Horror of all horrors, many guys around the world reading this might be wondering; who on earth is this guy. Not Winston Churchill, but the man about to pen some words explaining to the world why the great English statesman is one of those men who continues to inspire him. And then again, there will be a great deal many more likeminded admirers out there. Some, sad to say, admire the man for all the wrong reasons; that’s my humble opinion. But to get back to the readers who still to this day loathe the old man.

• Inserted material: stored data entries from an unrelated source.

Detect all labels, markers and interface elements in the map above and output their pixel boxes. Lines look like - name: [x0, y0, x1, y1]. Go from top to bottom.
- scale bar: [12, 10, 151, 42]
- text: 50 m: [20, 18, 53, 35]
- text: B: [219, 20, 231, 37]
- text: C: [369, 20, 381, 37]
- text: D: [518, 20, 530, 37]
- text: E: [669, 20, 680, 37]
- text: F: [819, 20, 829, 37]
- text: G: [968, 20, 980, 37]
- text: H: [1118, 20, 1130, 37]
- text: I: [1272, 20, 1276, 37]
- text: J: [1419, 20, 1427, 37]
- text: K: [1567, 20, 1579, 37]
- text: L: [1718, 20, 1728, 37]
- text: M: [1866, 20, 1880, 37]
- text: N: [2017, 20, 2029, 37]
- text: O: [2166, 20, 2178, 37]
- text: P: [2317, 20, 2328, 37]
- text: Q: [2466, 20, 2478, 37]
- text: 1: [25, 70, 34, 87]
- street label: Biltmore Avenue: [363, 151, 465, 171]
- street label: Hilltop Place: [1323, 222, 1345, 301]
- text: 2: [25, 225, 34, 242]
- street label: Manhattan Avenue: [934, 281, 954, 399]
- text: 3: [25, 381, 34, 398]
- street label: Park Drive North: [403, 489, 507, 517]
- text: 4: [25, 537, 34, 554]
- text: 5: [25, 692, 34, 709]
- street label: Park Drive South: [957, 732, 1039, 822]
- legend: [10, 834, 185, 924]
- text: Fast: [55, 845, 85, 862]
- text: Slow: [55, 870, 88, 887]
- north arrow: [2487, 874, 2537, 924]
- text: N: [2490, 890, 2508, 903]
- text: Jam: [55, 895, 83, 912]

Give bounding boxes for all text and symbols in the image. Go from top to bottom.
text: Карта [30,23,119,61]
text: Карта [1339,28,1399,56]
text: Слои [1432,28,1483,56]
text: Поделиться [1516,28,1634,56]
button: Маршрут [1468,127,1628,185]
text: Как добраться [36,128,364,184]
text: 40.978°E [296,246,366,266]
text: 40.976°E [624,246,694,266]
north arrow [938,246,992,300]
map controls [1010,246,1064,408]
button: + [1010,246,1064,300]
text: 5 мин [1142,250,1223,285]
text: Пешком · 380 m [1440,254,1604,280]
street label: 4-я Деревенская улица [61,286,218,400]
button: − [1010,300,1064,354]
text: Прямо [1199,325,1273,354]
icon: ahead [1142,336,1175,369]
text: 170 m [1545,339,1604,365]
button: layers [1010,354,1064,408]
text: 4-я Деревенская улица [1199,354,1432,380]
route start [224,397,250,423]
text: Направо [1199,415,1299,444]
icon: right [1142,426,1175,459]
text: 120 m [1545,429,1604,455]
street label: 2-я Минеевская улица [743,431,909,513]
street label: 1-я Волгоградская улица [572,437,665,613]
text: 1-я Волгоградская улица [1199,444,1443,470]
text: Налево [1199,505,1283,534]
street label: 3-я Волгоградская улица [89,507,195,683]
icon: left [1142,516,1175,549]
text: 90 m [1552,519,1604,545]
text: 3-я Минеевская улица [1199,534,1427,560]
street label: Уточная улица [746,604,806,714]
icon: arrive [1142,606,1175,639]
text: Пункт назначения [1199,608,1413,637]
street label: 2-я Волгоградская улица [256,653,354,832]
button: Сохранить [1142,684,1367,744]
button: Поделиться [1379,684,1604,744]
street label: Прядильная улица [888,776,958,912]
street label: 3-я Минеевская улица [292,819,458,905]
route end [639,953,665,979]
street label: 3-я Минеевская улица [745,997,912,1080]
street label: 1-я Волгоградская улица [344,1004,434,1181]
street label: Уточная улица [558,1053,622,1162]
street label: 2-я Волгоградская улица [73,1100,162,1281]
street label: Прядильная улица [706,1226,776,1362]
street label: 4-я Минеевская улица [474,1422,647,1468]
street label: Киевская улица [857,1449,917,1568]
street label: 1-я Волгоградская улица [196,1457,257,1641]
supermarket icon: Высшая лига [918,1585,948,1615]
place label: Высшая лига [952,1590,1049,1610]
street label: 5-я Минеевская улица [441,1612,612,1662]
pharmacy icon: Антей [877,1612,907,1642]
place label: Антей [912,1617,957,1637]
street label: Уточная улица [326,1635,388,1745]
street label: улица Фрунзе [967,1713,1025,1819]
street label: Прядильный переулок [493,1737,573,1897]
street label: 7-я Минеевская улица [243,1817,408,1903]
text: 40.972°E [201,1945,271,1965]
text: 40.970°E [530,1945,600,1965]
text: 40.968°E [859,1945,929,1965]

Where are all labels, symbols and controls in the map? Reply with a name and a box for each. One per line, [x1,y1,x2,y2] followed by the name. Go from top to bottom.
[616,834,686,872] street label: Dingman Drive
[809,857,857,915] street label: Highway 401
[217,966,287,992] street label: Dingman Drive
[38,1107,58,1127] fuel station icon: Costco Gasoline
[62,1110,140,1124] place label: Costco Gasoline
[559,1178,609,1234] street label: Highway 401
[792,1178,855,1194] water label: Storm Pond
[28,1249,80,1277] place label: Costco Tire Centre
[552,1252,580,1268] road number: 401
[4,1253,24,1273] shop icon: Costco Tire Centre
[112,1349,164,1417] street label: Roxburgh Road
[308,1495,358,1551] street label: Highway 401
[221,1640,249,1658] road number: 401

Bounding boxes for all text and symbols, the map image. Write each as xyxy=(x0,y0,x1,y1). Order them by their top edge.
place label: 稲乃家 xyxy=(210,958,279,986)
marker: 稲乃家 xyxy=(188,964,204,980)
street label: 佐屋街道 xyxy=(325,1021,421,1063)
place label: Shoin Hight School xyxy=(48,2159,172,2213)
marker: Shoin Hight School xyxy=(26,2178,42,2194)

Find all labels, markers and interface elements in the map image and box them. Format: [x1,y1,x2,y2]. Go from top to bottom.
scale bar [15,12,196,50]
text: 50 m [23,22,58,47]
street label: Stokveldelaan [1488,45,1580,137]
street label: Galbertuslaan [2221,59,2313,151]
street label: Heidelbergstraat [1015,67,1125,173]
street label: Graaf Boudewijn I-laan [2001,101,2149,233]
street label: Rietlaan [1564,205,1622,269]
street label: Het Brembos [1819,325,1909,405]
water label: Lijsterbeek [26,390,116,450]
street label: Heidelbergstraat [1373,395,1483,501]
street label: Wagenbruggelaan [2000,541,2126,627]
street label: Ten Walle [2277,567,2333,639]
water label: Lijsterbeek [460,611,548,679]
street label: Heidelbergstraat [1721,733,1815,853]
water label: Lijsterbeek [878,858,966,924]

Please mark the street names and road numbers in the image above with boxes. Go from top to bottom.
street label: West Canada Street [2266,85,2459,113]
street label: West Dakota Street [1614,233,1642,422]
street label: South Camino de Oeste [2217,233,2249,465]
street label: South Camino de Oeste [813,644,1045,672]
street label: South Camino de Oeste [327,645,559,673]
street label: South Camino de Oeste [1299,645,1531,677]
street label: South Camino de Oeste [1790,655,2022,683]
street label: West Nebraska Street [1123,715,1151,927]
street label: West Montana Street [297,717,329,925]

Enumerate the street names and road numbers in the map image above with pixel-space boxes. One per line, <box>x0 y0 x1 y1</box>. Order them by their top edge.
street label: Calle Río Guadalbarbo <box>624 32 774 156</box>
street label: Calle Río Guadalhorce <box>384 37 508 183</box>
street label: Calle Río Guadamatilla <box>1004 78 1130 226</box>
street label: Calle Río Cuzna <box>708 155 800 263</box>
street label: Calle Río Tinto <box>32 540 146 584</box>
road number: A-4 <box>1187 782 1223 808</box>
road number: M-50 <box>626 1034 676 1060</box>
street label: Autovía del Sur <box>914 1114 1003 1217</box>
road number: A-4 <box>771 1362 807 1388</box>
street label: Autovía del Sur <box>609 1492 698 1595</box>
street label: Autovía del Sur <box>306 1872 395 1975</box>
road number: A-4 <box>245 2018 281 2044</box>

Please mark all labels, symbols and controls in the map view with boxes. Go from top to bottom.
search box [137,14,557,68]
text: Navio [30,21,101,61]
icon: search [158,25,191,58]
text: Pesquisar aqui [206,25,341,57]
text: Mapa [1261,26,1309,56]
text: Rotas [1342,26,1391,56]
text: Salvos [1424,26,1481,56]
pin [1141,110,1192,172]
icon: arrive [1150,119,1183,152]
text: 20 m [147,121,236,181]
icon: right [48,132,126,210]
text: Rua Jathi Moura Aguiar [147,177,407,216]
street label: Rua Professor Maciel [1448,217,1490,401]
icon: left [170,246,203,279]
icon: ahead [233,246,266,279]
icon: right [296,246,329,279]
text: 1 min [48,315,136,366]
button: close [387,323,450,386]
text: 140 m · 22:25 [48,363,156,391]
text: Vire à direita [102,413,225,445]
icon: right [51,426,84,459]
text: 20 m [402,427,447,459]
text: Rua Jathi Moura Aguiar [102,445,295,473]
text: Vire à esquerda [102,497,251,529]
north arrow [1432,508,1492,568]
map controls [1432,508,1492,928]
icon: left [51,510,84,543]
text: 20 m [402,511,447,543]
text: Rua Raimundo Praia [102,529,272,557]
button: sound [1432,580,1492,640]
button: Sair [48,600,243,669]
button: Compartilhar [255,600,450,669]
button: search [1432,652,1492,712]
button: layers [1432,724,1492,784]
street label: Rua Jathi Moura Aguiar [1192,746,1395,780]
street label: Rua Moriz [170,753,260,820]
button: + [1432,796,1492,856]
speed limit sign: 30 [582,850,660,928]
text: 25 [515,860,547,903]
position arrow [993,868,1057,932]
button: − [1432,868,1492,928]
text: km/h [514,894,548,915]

A few notes on colonialism

I loathe colonialism just as much as the next guy. If it makes you feel any better, I’ve been on the receiving end of it as well. Today, undoubtedly, we still have it. How to conquer it? Not through hate. Not through war either. Register to vote the next time your country has an election and make your voice heard. Sign up for campaigns but never, ever practice hate speech.

Notes on racism as well

No one feels guiltier than me when such feelings boil over. Sometimes guys who are different from me can irritate the socks off of me. It usually happens when I’m having a bad or frustrating day. In a sense, I’m fighting my own personal demons and there’s no truck to be had with those who are completely different from me. On the other hand, being a true alpha male means never having to kowtow to others. Stay true to yourself and your culture, if you must, but always be the first one to acknowledge that there’s more than enough room in this world for everyone else.

Wise words, indeed

The thing about Churchill that gets me is that while he has made many mistakes, he acknowledged that much, he’s been pretty much spot on where history is concerned. Perhaps I could correlate Churchill’s wise words with that of the great scientist Albert Einstein who on discovering the horrific potential of the atomic bomb, simply remarked that, should it come to that, the fourth World War will be fought with sticks and stones. Because after the third World War has come and gone, there won’t be much left over to fight about.

Rallying the troops

Churchill’s most defining legacy will always be his ability to lead a nation, and countless others in adversity and against the worst form of tyranny known to modern man. As it was in history, Adolf Hitler was one of the most vengeful of all dictators, so much so that he was prepared to wipe out an entire nation. That he failed in his chilling deeds is down to Churchill. Churchill’s rallying cry was not only to his people on that little island otherwise known as the United Kingdom, an ironic name for a nation, if ever there was one, but to the entire world.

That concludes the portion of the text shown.